- From: Roberto Peon <grmocg@gmail.com>
- Date: Sun, 10 Jun 2012 16:39:37 -0700
- To: Willy Tarreau <w@1wt.eu>
- Cc: ietf-http-wg@w3.org
- Message-ID: <CAP+FsNeqeihCZbbDG3mO55M9wEVEuFixGfrdPQ8jkSgSmjzN3A@mail.gmail.com>
On Sun, Jun 10, 2012 at 4:17 PM, Willy Tarreau <w@1wt.eu> wrote:
> Hi,
>
> I recently managed to collect requests from some enterprise proxies to
> experiment with binary encoding as described in our draft [1].
>
> After some experimentation and discussions with some people, I managed to
> get significant gains [2] which could still be improved.
>
> What's currently performed is the following :
> - message framing
> - binary encoding of the HTTP version (2 bits)
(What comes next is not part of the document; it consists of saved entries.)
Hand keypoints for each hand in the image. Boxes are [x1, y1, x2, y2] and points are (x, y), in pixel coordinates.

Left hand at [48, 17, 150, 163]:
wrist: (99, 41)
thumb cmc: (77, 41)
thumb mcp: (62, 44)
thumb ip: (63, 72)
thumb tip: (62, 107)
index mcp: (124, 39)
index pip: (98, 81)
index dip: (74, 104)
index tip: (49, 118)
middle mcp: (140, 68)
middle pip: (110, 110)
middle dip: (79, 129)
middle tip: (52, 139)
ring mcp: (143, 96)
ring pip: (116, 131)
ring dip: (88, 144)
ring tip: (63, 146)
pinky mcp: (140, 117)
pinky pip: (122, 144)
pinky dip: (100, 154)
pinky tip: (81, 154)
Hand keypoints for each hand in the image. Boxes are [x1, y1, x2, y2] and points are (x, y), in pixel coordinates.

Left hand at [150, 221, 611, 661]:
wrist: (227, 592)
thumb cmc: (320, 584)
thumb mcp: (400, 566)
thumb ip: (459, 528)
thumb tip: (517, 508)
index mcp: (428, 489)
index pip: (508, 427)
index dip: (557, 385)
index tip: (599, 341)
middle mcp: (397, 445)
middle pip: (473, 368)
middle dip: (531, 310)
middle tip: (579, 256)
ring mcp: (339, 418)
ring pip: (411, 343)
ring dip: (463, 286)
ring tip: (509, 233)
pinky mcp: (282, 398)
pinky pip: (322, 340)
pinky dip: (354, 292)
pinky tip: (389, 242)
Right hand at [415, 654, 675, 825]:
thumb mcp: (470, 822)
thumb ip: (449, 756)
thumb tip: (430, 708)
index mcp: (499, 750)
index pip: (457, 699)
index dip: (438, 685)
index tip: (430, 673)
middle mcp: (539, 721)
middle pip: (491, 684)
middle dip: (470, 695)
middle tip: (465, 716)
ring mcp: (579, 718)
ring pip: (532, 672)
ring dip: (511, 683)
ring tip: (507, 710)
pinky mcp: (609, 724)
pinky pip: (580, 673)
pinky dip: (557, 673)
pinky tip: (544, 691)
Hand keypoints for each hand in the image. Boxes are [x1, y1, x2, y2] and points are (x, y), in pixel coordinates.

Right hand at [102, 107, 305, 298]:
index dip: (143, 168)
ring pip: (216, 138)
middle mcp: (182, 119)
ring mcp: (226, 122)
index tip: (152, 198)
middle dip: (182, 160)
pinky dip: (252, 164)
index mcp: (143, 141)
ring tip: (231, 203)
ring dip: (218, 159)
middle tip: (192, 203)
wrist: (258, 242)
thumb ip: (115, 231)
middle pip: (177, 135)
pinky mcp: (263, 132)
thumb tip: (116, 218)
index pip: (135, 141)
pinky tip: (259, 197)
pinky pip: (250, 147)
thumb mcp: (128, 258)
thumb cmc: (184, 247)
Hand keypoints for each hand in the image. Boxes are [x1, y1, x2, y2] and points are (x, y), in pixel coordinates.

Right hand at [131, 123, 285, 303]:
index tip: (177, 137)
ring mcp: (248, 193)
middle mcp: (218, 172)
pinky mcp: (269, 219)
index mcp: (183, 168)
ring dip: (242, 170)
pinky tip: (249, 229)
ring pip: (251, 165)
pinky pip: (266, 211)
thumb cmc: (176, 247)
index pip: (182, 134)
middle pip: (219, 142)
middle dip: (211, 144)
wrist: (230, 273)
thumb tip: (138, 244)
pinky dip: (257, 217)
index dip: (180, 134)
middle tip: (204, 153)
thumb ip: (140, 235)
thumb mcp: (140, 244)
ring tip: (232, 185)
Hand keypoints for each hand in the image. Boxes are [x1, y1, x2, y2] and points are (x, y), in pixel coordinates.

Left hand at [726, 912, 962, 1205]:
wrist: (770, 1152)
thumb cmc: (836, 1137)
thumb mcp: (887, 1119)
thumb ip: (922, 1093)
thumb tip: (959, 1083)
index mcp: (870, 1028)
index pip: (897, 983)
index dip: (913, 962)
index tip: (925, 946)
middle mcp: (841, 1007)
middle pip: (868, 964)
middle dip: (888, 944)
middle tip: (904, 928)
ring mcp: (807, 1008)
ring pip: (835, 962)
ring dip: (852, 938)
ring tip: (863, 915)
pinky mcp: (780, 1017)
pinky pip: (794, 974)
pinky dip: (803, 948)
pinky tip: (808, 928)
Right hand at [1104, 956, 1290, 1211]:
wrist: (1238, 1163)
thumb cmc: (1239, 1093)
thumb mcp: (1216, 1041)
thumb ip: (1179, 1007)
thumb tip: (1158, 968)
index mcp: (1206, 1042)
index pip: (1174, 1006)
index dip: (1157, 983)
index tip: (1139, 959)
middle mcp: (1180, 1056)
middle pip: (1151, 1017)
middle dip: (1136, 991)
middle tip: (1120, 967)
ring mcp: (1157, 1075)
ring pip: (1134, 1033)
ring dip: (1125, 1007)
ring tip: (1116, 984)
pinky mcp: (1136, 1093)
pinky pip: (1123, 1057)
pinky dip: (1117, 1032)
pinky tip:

> - binary encoding of the method (4 bits)
> - move Host header to the URI
> - encoding of the URI relative to the previous one
> - binary encoding of each header field names (1 byte)
> - encoding of each header relative to the previous one.
> - binary encoding of the If-Modified-Since date
>
> The code achieving this is available at [2]. It's an ugly PoC but it's
> a useful experimentation tool for me, feel free to use it to experiment
> with your own implementations if you like.
>
> I'm already observing request compression ratios of 90-92% on various
> requests, including on a site with a huge page with large cookies and
> URIs ; 132 kB of requests were reduced to 10kB. In fact while the draft
> suggests use of multiple header contexts (connection, common and message),
> now I'm feeling like we don't need to store 3 contexts anymore, one single
> is enough if requests remain relative to previous one.
>
For my deployment, I'm fairly certain this would not be all that common.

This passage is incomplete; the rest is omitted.